== TASK DIRECTIONS ==
Examine the material below. Gather every line in which the string "Colomb" appears.

== SOURCE MATERIAL ==
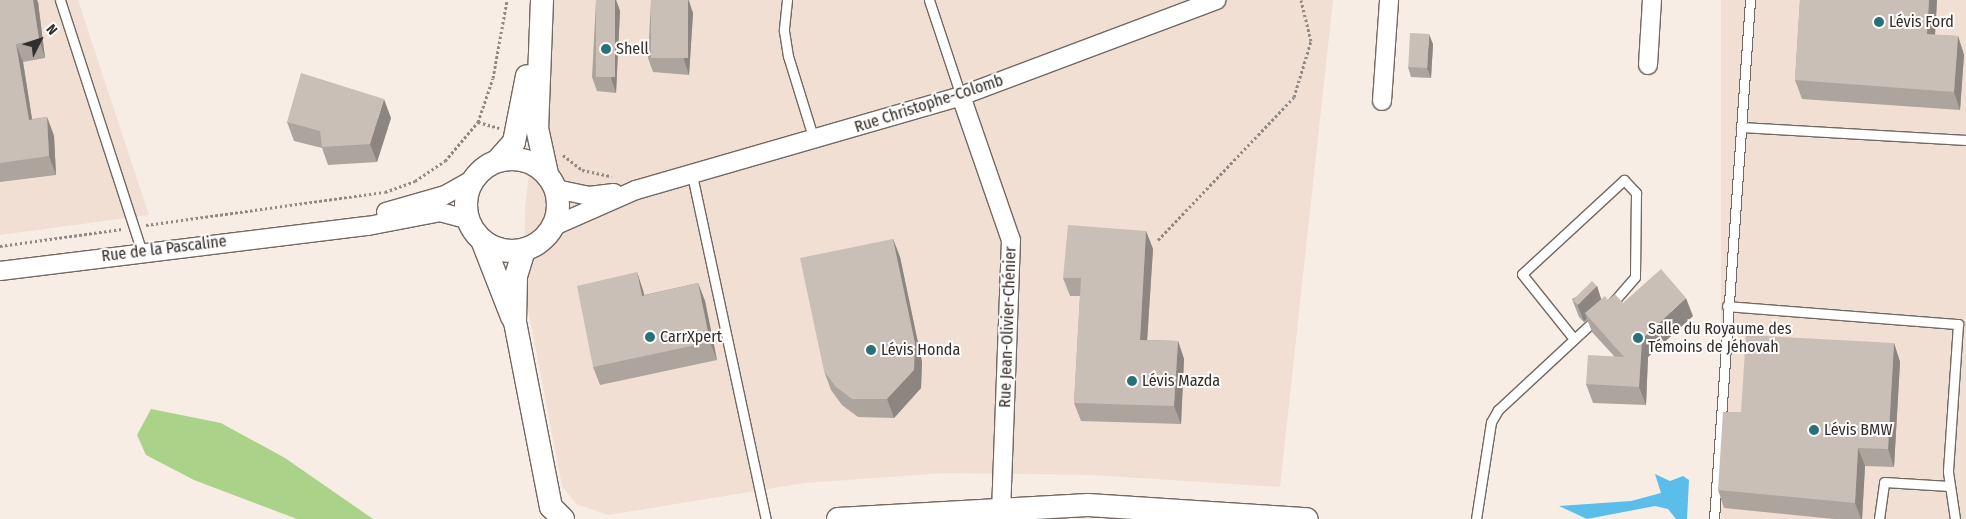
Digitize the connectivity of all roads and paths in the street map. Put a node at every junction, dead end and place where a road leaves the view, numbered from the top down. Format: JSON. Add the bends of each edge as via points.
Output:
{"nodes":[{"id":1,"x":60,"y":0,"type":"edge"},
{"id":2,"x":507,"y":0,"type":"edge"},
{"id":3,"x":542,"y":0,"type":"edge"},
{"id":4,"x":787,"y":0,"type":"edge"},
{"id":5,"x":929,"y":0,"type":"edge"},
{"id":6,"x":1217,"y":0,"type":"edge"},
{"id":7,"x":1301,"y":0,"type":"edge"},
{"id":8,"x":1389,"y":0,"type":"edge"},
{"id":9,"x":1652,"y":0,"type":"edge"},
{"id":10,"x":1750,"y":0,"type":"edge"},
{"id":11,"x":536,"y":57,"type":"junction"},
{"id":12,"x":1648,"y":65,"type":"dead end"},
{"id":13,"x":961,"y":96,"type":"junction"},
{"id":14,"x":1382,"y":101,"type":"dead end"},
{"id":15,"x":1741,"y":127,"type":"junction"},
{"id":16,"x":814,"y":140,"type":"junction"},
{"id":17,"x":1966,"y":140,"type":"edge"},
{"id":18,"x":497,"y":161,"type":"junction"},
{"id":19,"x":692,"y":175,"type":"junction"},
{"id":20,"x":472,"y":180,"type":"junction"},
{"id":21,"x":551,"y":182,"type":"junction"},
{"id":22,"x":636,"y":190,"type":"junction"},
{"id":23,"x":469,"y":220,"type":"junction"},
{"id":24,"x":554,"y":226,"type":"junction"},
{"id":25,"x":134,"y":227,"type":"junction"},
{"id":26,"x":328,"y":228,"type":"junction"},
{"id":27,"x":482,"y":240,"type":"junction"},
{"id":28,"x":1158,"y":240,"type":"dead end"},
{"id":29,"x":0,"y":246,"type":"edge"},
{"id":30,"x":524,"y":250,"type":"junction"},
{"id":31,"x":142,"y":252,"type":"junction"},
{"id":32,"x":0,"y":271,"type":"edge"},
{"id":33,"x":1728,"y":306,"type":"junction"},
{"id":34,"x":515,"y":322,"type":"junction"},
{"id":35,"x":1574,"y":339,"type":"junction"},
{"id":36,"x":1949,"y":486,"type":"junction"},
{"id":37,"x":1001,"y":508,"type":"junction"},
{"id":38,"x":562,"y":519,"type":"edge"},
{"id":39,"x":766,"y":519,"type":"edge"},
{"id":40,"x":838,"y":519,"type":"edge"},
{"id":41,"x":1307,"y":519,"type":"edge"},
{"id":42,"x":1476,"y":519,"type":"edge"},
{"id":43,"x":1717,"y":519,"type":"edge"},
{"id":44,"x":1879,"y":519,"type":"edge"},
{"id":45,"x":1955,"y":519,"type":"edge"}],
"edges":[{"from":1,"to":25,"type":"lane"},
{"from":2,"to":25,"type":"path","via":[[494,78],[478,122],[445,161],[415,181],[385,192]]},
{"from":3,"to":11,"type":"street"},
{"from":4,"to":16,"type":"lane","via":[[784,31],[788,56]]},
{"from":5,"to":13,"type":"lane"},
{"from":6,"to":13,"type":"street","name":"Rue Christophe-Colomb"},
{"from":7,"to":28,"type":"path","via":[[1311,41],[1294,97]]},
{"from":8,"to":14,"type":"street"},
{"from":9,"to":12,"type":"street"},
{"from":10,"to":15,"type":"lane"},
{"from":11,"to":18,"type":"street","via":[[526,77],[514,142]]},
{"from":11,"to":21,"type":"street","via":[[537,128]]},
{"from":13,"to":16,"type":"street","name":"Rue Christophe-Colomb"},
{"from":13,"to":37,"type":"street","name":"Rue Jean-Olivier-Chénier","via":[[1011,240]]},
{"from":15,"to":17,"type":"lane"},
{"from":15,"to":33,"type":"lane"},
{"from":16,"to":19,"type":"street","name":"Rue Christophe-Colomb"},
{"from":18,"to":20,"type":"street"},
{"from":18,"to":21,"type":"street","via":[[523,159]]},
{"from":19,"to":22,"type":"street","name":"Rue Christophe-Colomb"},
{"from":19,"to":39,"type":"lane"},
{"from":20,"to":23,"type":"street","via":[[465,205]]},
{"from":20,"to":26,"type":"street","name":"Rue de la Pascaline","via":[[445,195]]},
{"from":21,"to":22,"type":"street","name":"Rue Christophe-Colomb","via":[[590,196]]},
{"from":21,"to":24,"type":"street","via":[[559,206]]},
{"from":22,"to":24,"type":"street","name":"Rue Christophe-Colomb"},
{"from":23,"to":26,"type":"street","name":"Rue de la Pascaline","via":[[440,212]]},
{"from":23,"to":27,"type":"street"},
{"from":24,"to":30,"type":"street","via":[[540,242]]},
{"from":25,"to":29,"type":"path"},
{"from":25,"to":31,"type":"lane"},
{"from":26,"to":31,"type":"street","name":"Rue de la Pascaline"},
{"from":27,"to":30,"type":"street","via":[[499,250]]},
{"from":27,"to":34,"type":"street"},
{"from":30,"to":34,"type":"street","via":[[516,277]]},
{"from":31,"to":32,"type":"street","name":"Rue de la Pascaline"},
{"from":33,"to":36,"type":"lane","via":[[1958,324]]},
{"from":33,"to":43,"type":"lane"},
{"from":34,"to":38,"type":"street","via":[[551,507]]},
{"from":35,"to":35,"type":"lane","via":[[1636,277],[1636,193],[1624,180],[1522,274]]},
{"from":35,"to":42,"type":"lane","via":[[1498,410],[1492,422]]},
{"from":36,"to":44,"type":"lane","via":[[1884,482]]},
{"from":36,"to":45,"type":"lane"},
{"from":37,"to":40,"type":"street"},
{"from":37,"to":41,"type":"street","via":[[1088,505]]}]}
* * *
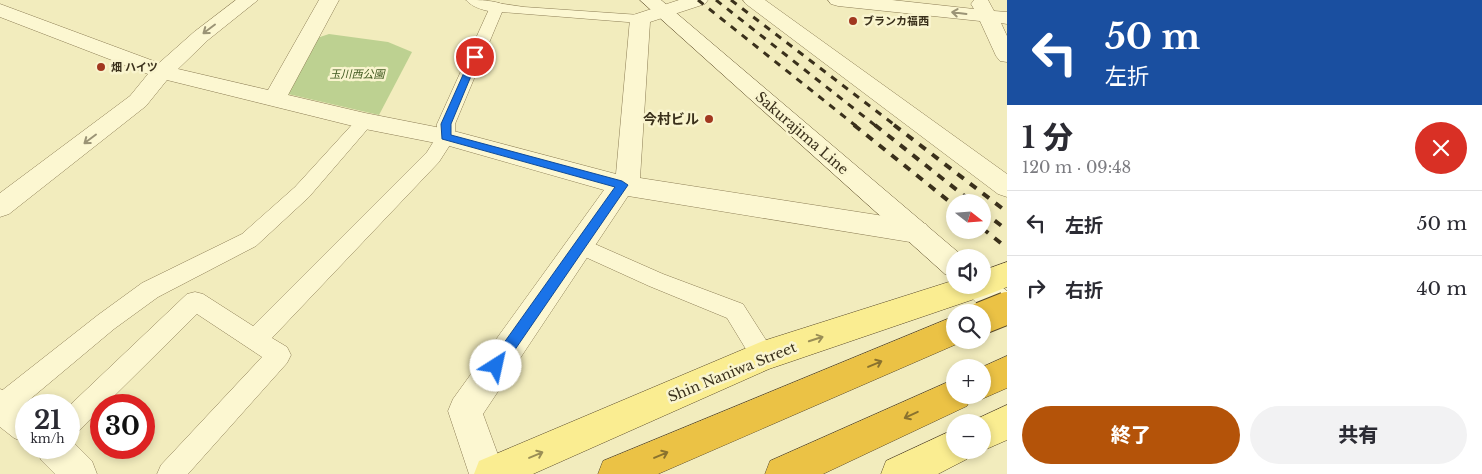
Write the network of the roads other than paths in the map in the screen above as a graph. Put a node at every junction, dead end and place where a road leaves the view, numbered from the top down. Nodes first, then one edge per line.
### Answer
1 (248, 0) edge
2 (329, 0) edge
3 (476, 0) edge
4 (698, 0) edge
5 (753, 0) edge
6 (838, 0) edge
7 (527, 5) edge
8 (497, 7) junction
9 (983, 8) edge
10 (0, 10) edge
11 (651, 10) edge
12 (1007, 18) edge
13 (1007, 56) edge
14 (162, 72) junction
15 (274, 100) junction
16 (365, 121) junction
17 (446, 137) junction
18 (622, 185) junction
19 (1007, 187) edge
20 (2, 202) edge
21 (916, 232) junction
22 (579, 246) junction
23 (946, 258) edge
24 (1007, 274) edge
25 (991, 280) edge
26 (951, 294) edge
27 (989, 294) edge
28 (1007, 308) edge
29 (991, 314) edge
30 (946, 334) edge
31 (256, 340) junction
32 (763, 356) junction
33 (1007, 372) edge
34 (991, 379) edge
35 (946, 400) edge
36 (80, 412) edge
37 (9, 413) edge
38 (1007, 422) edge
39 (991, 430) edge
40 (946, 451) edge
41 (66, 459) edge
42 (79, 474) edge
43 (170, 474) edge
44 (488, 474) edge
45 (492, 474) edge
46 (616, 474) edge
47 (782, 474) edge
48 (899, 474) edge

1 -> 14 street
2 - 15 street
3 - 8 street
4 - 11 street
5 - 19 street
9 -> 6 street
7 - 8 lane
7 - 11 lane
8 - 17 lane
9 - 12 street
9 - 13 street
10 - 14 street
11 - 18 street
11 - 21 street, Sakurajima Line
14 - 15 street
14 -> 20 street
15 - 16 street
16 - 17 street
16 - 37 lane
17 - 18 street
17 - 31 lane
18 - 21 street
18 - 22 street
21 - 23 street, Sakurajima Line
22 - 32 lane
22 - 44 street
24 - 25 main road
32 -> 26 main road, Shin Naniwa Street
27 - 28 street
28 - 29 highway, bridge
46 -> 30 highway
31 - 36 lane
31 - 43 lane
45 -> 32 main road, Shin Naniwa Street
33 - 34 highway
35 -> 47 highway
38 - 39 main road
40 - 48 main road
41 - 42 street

== ANSWER FOR THIS EXERCISE ==
{"from":6,"to":13,"type":"street","name":"Rue Christophe-Colomb"},
{"from":13,"to":16,"type":"street","name":"Rue Christophe-Colomb"},
{"from":16,"to":19,"type":"street","name":"Rue Christophe-Colomb"},
{"from":19,"to":22,"type":"street","name":"Rue Christophe-Colomb"},
{"from":21,"to":22,"type":"street","name":"Rue Christophe-Colomb","via":[[590,196]]},
{"from":22,"to":24,"type":"street","name":"Rue Christophe-Colomb"},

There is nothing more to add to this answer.